[SOURCE RECORDS]
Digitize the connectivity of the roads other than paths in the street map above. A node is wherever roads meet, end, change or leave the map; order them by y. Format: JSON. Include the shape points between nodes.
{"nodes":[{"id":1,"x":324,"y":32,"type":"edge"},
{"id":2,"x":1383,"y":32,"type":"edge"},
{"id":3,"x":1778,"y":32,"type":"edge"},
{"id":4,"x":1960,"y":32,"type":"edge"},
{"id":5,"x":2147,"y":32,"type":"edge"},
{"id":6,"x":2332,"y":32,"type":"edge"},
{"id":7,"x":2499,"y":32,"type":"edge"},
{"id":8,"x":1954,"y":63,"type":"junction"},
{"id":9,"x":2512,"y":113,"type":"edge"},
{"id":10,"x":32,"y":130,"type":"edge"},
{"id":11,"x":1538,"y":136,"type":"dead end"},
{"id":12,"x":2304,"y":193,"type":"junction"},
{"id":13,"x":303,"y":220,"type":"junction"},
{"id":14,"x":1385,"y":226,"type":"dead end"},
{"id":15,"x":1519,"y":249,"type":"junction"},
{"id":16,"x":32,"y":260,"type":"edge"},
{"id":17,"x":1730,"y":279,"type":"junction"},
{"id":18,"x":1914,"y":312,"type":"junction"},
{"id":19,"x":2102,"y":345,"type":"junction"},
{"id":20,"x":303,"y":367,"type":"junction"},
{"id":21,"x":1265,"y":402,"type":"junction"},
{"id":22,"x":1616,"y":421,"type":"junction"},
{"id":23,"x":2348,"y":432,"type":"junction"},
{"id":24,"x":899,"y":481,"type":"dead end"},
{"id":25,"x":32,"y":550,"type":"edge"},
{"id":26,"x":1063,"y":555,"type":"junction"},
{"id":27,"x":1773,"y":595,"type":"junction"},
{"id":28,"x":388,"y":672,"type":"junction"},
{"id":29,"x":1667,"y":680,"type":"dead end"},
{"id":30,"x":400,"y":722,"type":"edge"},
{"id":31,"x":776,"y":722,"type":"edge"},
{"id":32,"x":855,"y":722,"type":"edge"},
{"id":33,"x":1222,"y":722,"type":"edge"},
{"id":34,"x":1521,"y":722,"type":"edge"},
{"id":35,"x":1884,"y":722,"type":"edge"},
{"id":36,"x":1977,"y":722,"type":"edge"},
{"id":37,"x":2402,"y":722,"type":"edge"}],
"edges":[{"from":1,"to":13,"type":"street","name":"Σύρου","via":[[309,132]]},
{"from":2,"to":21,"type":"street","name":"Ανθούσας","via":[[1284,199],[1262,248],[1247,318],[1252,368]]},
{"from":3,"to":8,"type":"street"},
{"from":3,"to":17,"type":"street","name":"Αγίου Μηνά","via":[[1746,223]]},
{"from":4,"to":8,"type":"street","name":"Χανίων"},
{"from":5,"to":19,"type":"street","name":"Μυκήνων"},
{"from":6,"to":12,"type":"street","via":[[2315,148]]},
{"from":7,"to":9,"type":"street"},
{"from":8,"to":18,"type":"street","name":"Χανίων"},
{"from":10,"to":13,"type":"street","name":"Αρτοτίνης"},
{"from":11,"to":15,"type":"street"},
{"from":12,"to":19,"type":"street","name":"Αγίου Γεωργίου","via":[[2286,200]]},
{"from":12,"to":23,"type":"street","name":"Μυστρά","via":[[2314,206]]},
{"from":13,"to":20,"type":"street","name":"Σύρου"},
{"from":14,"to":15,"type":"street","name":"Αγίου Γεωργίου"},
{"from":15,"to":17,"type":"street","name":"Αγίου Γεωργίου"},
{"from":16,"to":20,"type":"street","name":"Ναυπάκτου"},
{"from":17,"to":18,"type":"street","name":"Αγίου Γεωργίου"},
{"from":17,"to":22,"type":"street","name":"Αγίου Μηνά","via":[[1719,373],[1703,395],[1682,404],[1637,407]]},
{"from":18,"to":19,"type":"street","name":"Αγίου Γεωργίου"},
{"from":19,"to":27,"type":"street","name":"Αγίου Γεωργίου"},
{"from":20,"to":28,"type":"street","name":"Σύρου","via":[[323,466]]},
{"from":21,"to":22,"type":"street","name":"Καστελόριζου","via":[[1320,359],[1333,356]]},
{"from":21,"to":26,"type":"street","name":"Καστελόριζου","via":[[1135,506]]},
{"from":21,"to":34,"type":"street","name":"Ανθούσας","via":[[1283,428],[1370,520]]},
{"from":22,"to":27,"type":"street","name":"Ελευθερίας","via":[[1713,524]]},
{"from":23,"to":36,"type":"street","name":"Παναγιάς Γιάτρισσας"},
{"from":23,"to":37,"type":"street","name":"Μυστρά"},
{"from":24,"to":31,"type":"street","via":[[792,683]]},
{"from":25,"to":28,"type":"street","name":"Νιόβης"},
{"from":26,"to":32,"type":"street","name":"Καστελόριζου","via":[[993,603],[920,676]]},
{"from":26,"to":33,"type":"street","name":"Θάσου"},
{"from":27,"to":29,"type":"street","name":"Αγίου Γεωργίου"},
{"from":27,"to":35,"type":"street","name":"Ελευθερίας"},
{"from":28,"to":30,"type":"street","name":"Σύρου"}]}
[/SOURCE RECORDS]
● **EXERCISE GOAL**
Extract every entry in the listing word for word.

● **TASK SOLUTION**
Digitize the connectivity of the roads other than paths in the street map above. A node is wherever roads meet, end, change or leave the map; order them by y. Format: JSON. Include the shape points between nodes.
{"nodes":[{"id":1,"x":324,"y":32,"type":"edge"},
{"id":2,"x":1383,"y":32,"type":"edge"},
{"id":3,"x":1778,"y":32,"type":"edge"},
{"id":4,"x":1960,"y":32,"type":"edge"},
{"id":5,"x":2147,"y":32,"type":"edge"},
{"id":6,"x":2332,"y":32,"type":"edge"},
{"id":7,"x":2499,"y":32,"type":"edge"},
{"id":8,"x":1954,"y":63,"type":"junction"},
{"id":9,"x":2512,"y":113,"type":"edge"},
{"id":10,"x":32,"y":130,"type":"edge"},
{"id":11,"x":1538,"y":136,"type":"dead end"},
{"id":12,"x":2304,"y":193,"type":"junction"},
{"id":13,"x":303,"y":220,"type":"junction"},
{"id":14,"x":1385,"y":226,"type":"dead end"},
{"id":15,"x":1519,"y":249,"type":"junction"},
{"id":16,"x":32,"y":260,"type":"edge"},
{"id":17,"x":1730,"y":279,"type":"junction"},
{"id":18,"x":1914,"y":312,"type":"junction"},
{"id":19,"x":2102,"y":345,"type":"junction"},
{"id":20,"x":303,"y":367,"type":"junction"},
{"id":21,"x":1265,"y":402,"type":"junction"},
{"id":22,"x":1616,"y":421,"type":"junction"},
{"id":23,"x":2348,"y":432,"type":"junction"},
{"id":24,"x":899,"y":481,"type":"dead end"},
{"id":25,"x":32,"y":550,"type":"edge"},
{"id":26,"x":1063,"y":555,"type":"junction"},
{"id":27,"x":1773,"y":595,"type":"junction"},
{"id":28,"x":388,"y":672,"type":"junction"},
{"id":29,"x":1667,"y":680,"type":"dead end"},
{"id":30,"x":400,"y":722,"type":"edge"},
{"id":31,"x":776,"y":722,"type":"edge"},
{"id":32,"x":855,"y":722,"type":"edge"},
{"id":33,"x":1222,"y":722,"type":"edge"},
{"id":34,"x":1521,"y":722,"type":"edge"},
{"id":35,"x":1884,"y":722,"type":"edge"},
{"id":36,"x":1977,"y":722,"type":"edge"},
{"id":37,"x":2402,"y":722,"type":"edge"}],
"edges":[{"from":1,"to":13,"type":"street","name":"Σύρου","via":[[309,132]]},
{"from":2,"to":21,"type":"street","name":"Ανθούσας","via":[[1284,199],[1262,248],[1247,318],[1252,368]]},
{"from":3,"to":8,"type":"street"},
{"from":3,"to":17,"type":"street","name":"Αγίου Μηνά","via":[[1746,223]]},
{"from":4,"to":8,"type":"street","name":"Χανίων"},
{"from":5,"to":19,"type":"street","name":"Μυκήνων"},
{"from":6,"to":12,"type":"street","via":[[2315,148]]},
{"from":7,"to":9,"type":"street"},
{"from":8,"to":18,"type":"street","name":"Χανίων"},
{"from":10,"to":13,"type":"street","name":"Αρτοτίνης"},
{"from":11,"to":15,"type":"street"},
{"from":12,"to":19,"type":"street","name":"Αγίου Γεωργίου","via":[[2286,200]]},
{"from":12,"to":23,"type":"street","name":"Μυστρά","via":[[2314,206]]},
{"from":13,"to":20,"type":"street","name":"Σύρου"},
{"from":14,"to":15,"type":"street","name":"Αγίου Γεωργίου"},
{"from":15,"to":17,"type":"street","name":"Αγίου Γεωργίου"},
{"from":16,"to":20,"type":"street","name":"Ναυπάκτου"},
{"from":17,"to":18,"type":"street","name":"Αγίου Γεωργίου"},
{"from":17,"to":22,"type":"street","name":"Αγίου Μηνά","via":[[1719,373],[1703,395],[1682,404],[1637,407]]},
{"from":18,"to":19,"type":"street","name":"Αγίου Γεωργίου"},
{"from":19,"to":27,"type":"street","name":"Αγίου Γεωργίου"},
{"from":20,"to":28,"type":"street","name":"Σύρου","via":[[323,466]]},
{"from":21,"to":22,"type":"street","name":"Καστελόριζου","via":[[1320,359],[1333,356]]},
{"from":21,"to":26,"type":"street","name":"Καστελόριζου","via":[[1135,506]]},
{"from":21,"to":34,"type":"street","name":"Ανθούσας","via":[[1283,428],[1370,520]]},
{"from":22,"to":27,"type":"street","name":"Ελευθερίας","via":[[1713,524]]},
{"from":23,"to":36,"type":"street","name":"Παναγιάς Γιάτρισσας"},
{"from":23,"to":37,"type":"street","name":"Μυστρά"},
{"from":24,"to":31,"type":"street","via":[[792,683]]},
{"from":25,"to":28,"type":"street","name":"Νιόβης"},
{"from":26,"to":32,"type":"street","name":"Καστελόριζου","via":[[993,603],[920,676]]},
{"from":26,"to":33,"type":"street","name":"Θάσου"},
{"from":27,"to":29,"type":"street","name":"Αγίου Γεωργίου"},
{"from":27,"to":35,"type":"street","name":"Ελευθερίας"},
{"from":28,"to":30,"type":"street","name":"Σύρου"}]}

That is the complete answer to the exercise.